I would like to create a simple descriptive tree diagram from a data frame with minimal manual work.
It could look like this:
But it would need to have sample size in each of the boxes.
I am after the following functionality:
- Generate the plot based on a data frame (rather than the more manual options shown here)
- Ability to change the order of branches (e.g. sex/agegroup/status vs. status/sex/agegroup)
- Add labels to each branch
- Provide summary statistics for branch (e.g. male\n=200 female\n=300) either counts, or perhaps total length of stay up that that point in the tree.
I found this tread (here) that uses the ape-package that can do phylogenetic tree, which are close to what I am after.

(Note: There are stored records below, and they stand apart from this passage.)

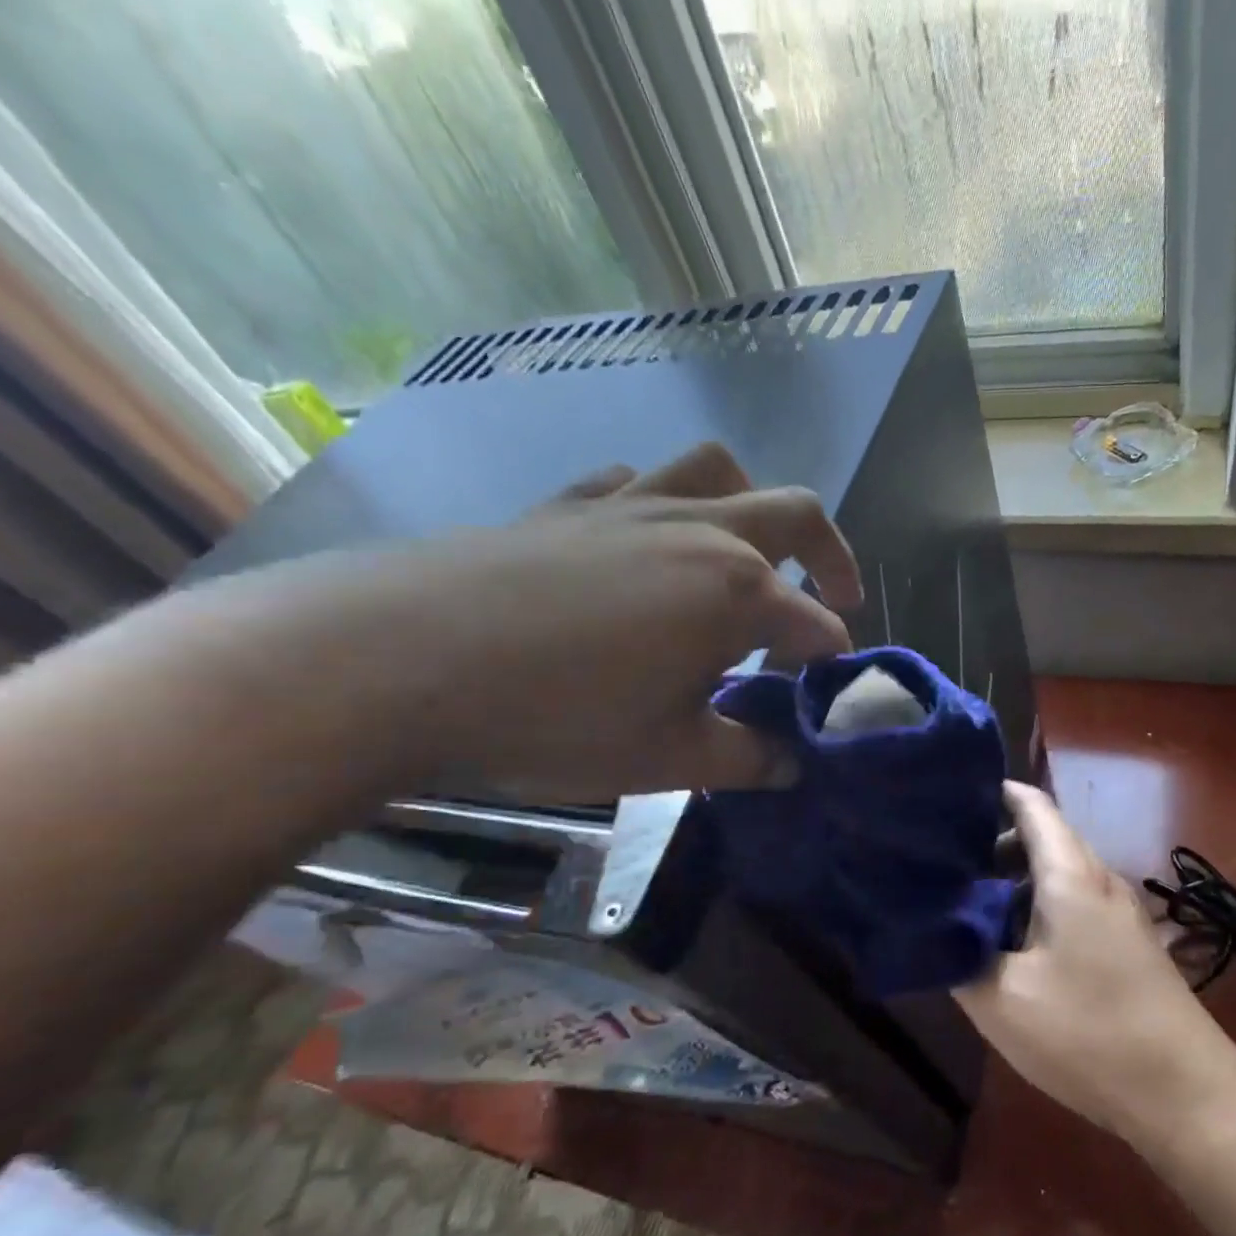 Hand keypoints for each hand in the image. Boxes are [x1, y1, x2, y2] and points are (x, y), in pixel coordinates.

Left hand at [252, 443, 861, 801]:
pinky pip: (636, 481)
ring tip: (748, 552)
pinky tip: (646, 540)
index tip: (827, 696)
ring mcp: (632, 506)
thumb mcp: (671, 759)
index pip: (816, 626)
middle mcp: (701, 531)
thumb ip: (748, 758)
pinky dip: (662, 502)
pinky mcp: (571, 503)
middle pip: (797, 515)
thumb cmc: (559, 718)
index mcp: (739, 592)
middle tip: (837, 599)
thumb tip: (791, 764)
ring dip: (752, 506)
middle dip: (832, 558)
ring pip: (719, 471)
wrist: (398, 663)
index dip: (832, 662)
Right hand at [957, 781, 1235, 1144]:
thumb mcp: (1002, 1000)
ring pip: (1059, 874)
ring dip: (1014, 880)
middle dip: (992, 841)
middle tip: (942, 861)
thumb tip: (932, 926)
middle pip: (1044, 837)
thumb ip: (959, 955)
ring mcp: (1120, 914)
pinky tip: (1012, 944)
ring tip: (968, 903)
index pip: (1032, 805)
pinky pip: (1075, 904)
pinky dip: (1037, 906)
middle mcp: (1100, 881)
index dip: (992, 793)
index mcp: (1071, 876)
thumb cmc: (1089, 1034)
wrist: (1187, 1095)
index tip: (947, 800)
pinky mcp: (1128, 946) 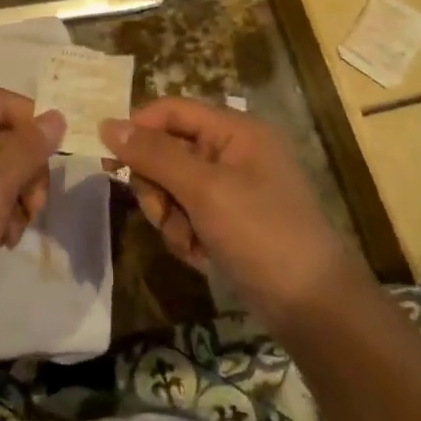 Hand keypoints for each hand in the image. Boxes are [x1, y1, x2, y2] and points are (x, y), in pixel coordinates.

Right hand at [100, 98, 361, 334]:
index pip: (171, 110)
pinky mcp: (230, 223)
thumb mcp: (204, 190)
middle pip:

Here is an example using the 'lung' dataset
lung$status <- factor(lung$status)
lung$sex <- factor(lung$sex)
lung$ph.ecog <- factor(lung$ph.ecog)
lung$Age[lung$age >60]<- "60+"; lung$Age[lung$age <=60]<- "<60"
lung$Age <- factor(lung$Age)
library(ape)
newdata <- as.phylo(x=~sex/Age/status/ph.ecog,data=lung)
plot.phylo(x=newdata,show.tip.label=TRUE,show.node.label=TRUE,no.margin=TRUE, root.edge=T)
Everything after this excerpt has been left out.